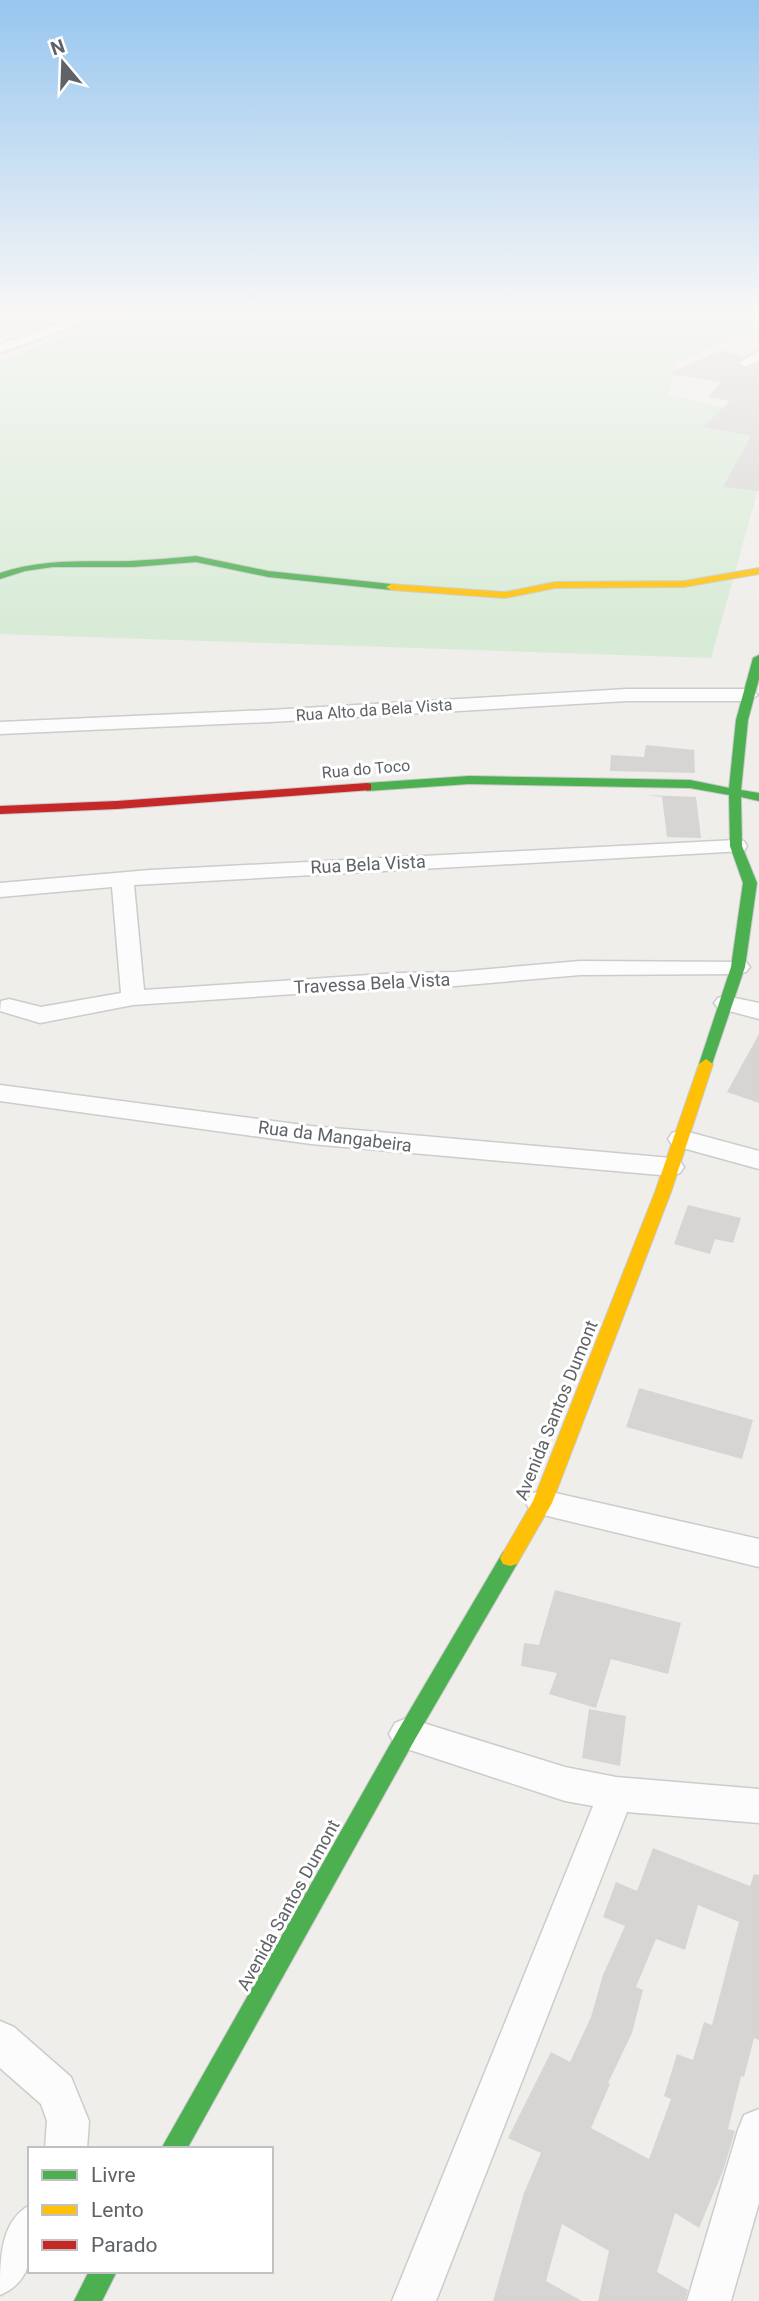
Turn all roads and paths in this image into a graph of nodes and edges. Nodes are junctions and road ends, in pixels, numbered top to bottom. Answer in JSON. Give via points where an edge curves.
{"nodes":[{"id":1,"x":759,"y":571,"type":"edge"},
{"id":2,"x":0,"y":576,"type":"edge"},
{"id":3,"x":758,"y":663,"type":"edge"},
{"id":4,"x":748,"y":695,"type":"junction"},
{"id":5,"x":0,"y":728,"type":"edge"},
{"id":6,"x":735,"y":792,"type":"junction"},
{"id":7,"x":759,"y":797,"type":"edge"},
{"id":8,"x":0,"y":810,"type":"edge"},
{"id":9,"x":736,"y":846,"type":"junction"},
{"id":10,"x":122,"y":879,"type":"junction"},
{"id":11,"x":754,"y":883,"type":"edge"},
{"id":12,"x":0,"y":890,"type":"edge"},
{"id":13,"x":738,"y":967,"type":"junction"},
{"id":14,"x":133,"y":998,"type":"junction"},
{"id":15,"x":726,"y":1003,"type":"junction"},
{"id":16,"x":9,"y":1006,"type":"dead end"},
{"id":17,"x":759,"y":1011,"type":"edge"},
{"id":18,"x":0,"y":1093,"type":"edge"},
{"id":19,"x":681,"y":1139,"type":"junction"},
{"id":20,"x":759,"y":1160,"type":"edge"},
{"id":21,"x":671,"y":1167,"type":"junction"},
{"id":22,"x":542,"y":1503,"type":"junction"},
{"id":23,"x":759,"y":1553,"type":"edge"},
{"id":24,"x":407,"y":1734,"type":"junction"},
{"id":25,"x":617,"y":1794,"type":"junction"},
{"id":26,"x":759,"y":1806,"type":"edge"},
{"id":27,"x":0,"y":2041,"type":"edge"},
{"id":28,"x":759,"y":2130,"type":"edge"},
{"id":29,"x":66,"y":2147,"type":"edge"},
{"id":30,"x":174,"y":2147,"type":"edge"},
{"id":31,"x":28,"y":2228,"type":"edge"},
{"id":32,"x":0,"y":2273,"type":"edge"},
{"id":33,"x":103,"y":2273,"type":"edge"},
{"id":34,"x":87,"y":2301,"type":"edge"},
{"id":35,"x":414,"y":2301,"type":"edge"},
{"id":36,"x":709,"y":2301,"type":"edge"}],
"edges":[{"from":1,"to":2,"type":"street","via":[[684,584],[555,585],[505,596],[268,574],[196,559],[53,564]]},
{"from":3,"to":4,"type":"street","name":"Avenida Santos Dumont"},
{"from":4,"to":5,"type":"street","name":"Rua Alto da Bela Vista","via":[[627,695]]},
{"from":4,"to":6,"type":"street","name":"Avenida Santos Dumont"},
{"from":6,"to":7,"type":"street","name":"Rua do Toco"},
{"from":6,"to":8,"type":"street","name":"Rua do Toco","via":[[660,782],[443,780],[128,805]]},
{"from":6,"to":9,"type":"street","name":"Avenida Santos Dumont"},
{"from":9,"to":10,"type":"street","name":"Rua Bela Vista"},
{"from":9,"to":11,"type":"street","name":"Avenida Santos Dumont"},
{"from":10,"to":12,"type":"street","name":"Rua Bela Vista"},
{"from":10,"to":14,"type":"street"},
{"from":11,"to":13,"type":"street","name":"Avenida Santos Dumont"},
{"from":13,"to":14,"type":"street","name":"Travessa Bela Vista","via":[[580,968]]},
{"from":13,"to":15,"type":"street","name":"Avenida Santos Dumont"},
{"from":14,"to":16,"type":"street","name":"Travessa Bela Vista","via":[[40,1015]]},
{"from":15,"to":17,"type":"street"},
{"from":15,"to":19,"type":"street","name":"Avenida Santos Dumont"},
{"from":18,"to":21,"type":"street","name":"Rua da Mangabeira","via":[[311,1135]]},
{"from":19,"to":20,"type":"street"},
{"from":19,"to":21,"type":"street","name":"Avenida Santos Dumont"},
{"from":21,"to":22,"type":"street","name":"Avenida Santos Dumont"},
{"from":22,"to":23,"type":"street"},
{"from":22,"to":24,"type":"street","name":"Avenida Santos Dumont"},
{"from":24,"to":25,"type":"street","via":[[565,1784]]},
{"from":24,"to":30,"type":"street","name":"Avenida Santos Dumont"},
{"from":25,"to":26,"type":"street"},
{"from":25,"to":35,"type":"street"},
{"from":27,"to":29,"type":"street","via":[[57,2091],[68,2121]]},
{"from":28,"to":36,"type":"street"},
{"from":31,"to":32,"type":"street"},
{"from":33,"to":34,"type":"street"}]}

● ● ● ● ●

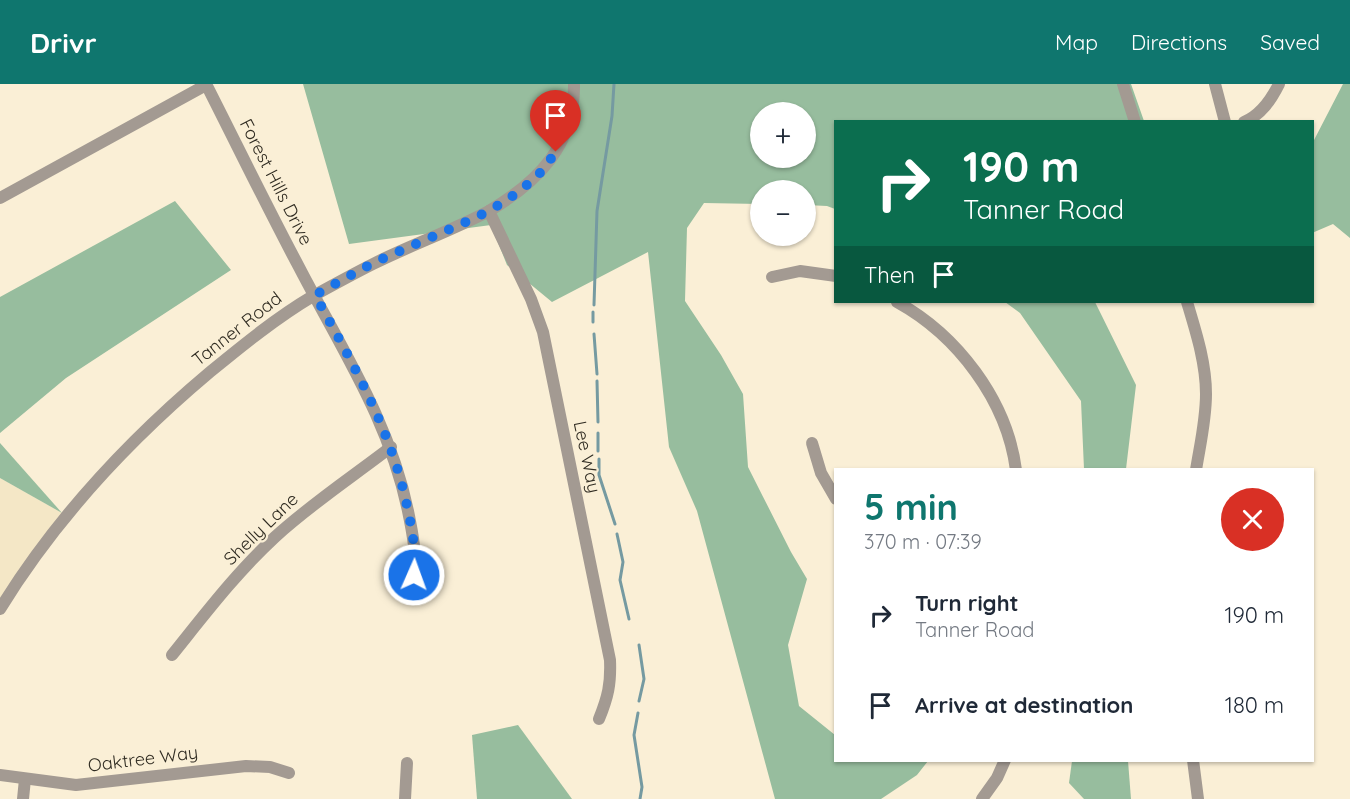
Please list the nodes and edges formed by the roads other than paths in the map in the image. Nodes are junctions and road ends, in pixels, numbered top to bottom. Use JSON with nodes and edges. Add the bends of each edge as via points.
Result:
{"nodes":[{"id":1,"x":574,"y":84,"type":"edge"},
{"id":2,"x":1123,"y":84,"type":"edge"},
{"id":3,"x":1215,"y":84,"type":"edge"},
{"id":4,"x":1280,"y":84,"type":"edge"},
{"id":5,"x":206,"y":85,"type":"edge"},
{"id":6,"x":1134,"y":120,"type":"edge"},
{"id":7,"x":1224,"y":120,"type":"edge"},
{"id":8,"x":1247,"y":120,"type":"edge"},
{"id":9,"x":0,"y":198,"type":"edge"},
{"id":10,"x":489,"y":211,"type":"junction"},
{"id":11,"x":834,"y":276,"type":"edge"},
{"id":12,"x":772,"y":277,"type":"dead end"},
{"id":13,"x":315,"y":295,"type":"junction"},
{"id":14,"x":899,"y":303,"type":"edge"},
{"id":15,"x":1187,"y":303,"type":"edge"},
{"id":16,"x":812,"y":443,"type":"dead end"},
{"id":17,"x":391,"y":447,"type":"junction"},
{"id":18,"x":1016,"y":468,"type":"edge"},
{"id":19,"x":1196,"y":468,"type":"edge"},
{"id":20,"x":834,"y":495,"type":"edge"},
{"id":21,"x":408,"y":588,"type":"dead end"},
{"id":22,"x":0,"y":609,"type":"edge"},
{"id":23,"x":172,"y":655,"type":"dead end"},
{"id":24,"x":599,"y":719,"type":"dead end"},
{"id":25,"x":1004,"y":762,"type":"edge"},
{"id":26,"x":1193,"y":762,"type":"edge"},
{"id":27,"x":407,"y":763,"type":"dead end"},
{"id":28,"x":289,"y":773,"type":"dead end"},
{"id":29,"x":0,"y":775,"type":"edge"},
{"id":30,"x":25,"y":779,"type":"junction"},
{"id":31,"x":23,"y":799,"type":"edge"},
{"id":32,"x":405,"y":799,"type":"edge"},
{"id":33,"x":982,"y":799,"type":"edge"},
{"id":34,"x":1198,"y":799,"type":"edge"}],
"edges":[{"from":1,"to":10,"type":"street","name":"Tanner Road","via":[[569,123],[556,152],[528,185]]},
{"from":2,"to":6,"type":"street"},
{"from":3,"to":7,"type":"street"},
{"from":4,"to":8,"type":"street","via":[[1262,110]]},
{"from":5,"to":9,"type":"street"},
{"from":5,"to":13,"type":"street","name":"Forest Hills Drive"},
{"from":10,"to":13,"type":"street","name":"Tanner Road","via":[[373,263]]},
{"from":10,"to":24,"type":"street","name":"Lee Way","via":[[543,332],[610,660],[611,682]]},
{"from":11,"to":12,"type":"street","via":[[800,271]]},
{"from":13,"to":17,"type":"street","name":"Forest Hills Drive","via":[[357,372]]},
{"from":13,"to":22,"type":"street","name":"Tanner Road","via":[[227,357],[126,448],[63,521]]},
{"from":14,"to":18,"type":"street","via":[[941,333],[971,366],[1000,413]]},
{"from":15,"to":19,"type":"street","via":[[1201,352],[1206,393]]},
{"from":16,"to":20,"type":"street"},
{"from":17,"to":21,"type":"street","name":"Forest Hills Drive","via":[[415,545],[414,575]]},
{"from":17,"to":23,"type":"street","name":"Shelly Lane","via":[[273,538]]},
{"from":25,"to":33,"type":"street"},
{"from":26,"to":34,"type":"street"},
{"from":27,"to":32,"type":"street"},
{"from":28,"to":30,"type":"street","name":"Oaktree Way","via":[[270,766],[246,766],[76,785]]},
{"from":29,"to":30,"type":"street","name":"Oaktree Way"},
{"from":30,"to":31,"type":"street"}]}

● ● ● ● ●

TASK REQUIREMENTS =>
Copy every line from the material in which the word "Tanner" can be found.

EXERCISE ANSWER =>
"edges":[{"from":1,"to":10,"type":"street","name":"Tanner Road","via":[[569,123],[556,152],[528,185]]},
{"from":10,"to":13,"type":"street","name":"Tanner Road","via":[[373,263]]},
{"from":13,"to":22,"type":"street","name":"Tanner Road","via":[[227,357],[126,448],[63,521]]},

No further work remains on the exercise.